→ **TO DO**
Report each line of the data that has "Colton" somewhere in it.

[[ RECORD EXTRACTS open ]]

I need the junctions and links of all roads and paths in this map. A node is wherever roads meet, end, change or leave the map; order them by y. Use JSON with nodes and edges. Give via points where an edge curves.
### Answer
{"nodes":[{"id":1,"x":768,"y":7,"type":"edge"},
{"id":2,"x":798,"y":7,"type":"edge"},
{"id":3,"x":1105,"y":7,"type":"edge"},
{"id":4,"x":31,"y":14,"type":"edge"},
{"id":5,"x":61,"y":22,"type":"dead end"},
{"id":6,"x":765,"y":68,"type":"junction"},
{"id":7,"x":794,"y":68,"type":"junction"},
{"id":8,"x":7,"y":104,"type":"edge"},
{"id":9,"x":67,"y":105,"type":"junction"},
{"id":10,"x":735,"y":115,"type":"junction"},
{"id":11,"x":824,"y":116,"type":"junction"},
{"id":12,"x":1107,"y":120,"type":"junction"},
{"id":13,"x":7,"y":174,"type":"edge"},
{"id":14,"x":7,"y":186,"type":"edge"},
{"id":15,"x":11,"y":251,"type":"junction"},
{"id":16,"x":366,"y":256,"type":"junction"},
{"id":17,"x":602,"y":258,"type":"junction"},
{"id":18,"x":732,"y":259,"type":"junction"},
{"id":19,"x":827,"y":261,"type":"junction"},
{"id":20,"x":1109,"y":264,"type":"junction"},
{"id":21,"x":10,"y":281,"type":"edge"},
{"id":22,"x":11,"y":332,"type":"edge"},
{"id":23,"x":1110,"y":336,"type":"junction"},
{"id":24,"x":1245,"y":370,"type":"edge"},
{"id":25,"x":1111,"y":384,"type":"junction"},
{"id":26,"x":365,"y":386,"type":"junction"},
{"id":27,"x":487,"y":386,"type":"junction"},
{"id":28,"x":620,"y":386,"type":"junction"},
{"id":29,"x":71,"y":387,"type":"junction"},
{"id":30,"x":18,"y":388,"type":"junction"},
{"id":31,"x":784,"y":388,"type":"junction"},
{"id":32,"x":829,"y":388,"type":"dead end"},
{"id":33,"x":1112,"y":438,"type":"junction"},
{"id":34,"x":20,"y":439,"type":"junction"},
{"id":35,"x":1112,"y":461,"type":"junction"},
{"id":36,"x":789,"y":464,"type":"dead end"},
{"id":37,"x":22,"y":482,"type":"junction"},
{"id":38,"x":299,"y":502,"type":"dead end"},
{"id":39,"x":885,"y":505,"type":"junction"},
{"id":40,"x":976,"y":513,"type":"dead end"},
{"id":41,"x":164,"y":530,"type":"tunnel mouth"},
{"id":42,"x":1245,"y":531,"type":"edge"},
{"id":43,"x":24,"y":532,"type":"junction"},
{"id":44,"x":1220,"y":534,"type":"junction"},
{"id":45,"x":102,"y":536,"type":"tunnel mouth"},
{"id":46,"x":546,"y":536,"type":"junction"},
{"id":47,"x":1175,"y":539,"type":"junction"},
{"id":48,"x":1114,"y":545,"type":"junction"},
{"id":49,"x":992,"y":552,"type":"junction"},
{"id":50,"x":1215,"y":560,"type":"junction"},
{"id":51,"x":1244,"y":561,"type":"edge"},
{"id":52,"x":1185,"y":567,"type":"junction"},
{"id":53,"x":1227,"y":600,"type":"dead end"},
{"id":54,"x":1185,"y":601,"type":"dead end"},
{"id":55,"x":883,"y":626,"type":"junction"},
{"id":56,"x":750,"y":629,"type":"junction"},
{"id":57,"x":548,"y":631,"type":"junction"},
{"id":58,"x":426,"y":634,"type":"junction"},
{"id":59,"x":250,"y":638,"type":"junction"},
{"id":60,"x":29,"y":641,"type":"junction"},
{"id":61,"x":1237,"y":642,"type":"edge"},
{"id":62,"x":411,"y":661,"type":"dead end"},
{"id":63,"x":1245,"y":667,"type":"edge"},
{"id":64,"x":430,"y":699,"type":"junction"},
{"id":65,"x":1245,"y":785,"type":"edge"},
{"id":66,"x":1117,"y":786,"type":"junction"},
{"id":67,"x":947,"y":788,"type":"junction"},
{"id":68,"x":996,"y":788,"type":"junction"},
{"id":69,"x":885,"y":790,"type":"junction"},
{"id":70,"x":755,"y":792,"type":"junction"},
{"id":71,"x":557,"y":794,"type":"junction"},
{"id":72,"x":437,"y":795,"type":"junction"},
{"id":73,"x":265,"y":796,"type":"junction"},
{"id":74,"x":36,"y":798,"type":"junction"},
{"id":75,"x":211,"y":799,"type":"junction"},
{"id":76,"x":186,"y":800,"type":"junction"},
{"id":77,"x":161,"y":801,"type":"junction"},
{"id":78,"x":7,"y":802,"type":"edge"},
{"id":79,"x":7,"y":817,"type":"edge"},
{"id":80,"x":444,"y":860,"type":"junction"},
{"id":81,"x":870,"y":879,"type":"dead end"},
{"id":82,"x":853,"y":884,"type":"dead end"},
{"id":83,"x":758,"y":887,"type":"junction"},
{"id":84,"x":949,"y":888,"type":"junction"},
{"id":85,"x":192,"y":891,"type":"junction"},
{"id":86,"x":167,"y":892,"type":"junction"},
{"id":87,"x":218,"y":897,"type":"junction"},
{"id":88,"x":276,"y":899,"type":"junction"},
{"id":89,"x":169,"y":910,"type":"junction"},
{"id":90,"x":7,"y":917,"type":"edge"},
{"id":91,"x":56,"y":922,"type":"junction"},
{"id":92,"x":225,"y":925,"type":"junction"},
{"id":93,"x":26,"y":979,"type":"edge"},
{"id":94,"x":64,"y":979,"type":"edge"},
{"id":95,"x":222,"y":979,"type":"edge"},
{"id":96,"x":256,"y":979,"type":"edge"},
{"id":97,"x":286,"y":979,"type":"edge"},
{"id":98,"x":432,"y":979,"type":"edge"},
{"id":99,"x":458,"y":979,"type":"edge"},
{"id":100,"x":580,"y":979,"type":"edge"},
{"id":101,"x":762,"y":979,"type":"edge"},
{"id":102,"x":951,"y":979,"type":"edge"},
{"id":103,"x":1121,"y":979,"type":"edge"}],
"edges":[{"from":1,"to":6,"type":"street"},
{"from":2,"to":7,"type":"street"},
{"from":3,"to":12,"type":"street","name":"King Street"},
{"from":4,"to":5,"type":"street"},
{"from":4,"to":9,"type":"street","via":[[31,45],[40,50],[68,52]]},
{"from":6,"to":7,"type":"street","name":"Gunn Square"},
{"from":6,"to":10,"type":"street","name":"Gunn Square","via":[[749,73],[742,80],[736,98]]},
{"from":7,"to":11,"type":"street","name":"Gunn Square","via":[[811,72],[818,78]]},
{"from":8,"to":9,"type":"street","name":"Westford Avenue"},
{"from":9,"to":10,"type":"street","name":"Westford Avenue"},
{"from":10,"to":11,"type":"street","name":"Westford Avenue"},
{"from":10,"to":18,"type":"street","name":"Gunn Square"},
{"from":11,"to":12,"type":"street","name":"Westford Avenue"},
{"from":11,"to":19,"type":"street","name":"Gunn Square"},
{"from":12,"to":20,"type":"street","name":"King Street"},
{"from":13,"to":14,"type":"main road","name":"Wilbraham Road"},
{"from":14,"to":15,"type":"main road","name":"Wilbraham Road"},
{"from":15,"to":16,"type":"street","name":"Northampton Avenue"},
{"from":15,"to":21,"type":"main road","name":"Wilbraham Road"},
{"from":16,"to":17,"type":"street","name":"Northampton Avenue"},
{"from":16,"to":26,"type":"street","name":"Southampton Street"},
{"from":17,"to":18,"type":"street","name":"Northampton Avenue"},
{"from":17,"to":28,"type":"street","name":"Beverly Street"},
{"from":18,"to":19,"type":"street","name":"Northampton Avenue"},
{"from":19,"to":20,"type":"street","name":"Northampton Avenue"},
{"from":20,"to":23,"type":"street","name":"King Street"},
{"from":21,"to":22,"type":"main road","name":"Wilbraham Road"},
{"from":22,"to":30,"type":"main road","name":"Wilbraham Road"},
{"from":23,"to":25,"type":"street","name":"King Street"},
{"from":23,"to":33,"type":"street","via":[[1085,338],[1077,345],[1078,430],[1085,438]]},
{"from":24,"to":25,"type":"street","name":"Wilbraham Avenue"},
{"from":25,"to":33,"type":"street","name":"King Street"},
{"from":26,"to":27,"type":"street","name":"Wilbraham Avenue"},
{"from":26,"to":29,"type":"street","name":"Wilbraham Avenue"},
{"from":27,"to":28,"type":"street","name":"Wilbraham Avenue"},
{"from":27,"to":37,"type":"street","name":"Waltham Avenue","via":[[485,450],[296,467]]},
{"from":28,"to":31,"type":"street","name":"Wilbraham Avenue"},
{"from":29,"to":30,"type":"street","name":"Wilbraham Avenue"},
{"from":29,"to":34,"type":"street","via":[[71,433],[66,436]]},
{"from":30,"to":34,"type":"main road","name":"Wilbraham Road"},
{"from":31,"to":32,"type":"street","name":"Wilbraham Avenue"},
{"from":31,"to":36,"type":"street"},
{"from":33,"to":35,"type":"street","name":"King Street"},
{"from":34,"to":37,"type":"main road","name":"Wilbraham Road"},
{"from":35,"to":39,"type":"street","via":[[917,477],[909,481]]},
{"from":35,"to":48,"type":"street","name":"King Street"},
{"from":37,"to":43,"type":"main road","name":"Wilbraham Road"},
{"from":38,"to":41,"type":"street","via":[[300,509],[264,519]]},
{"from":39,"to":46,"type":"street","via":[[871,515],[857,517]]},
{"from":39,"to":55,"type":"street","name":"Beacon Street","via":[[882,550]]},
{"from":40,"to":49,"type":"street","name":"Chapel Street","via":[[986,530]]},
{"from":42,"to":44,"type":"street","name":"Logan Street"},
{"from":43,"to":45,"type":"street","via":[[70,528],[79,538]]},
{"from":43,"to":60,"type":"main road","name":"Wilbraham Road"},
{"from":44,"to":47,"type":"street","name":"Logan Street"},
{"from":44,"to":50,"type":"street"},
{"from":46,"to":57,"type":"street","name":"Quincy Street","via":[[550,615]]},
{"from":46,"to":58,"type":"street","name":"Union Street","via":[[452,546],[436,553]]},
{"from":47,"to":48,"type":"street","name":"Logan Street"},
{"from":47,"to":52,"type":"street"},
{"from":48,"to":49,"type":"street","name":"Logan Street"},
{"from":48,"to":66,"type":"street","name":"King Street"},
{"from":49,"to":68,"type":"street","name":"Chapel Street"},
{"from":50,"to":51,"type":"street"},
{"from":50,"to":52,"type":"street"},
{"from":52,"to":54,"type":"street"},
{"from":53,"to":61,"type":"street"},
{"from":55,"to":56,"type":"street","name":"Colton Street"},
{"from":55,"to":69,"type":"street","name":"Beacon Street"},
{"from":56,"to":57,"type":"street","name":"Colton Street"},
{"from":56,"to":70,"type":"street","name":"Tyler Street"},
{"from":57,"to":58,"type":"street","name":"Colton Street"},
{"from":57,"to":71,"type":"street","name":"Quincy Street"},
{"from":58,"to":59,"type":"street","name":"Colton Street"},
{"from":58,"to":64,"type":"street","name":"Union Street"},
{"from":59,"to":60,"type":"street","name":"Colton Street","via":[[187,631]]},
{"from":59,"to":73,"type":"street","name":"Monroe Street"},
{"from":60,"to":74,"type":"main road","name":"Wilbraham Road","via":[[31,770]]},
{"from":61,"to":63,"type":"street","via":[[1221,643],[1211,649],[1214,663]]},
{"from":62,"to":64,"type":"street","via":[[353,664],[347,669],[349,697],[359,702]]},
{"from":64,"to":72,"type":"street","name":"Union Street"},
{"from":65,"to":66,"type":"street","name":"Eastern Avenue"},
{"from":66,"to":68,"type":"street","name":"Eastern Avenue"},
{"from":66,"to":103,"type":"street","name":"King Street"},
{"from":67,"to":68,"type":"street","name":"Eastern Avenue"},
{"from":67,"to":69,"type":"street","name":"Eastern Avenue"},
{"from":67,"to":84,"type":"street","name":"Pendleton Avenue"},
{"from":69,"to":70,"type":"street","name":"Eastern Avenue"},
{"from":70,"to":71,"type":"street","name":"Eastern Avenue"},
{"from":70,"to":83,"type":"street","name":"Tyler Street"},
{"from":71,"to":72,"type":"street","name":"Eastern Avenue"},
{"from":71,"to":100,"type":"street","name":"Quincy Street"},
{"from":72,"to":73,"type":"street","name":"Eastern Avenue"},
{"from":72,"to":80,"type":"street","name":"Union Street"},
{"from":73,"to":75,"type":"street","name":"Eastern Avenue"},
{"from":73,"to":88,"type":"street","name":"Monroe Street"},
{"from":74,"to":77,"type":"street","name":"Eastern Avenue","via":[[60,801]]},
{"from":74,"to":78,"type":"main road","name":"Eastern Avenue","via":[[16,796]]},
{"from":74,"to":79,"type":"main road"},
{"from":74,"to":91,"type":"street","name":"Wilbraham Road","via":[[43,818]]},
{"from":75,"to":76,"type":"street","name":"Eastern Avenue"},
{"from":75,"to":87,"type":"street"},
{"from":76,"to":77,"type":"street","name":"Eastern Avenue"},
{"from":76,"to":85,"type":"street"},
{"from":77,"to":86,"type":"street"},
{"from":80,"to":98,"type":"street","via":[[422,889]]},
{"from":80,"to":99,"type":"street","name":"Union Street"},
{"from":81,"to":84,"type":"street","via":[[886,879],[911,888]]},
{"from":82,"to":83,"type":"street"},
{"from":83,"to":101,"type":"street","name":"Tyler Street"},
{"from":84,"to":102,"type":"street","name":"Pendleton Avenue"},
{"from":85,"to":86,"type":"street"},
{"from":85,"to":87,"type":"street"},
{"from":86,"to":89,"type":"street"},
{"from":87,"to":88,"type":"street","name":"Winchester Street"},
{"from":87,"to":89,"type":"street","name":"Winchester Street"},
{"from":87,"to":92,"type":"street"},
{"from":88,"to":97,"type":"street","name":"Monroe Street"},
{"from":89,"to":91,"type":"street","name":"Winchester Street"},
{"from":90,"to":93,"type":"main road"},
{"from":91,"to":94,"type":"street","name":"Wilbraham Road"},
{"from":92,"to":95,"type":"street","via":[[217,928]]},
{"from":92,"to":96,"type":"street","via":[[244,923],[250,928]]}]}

[[ RECORD EXTRACTS closed ]]

→ **ANSWER AREA**
{"from":55,"to":56,"type":"street","name":"Colton Street"},
{"from":56,"to":57,"type":"street","name":"Colton Street"},
{"from":57,"to":58,"type":"street","name":"Colton Street"},
{"from":58,"to":59,"type":"street","name":"Colton Street"},
{"from":59,"to":60,"type":"street","name":"Colton Street","via":[[187,631]]},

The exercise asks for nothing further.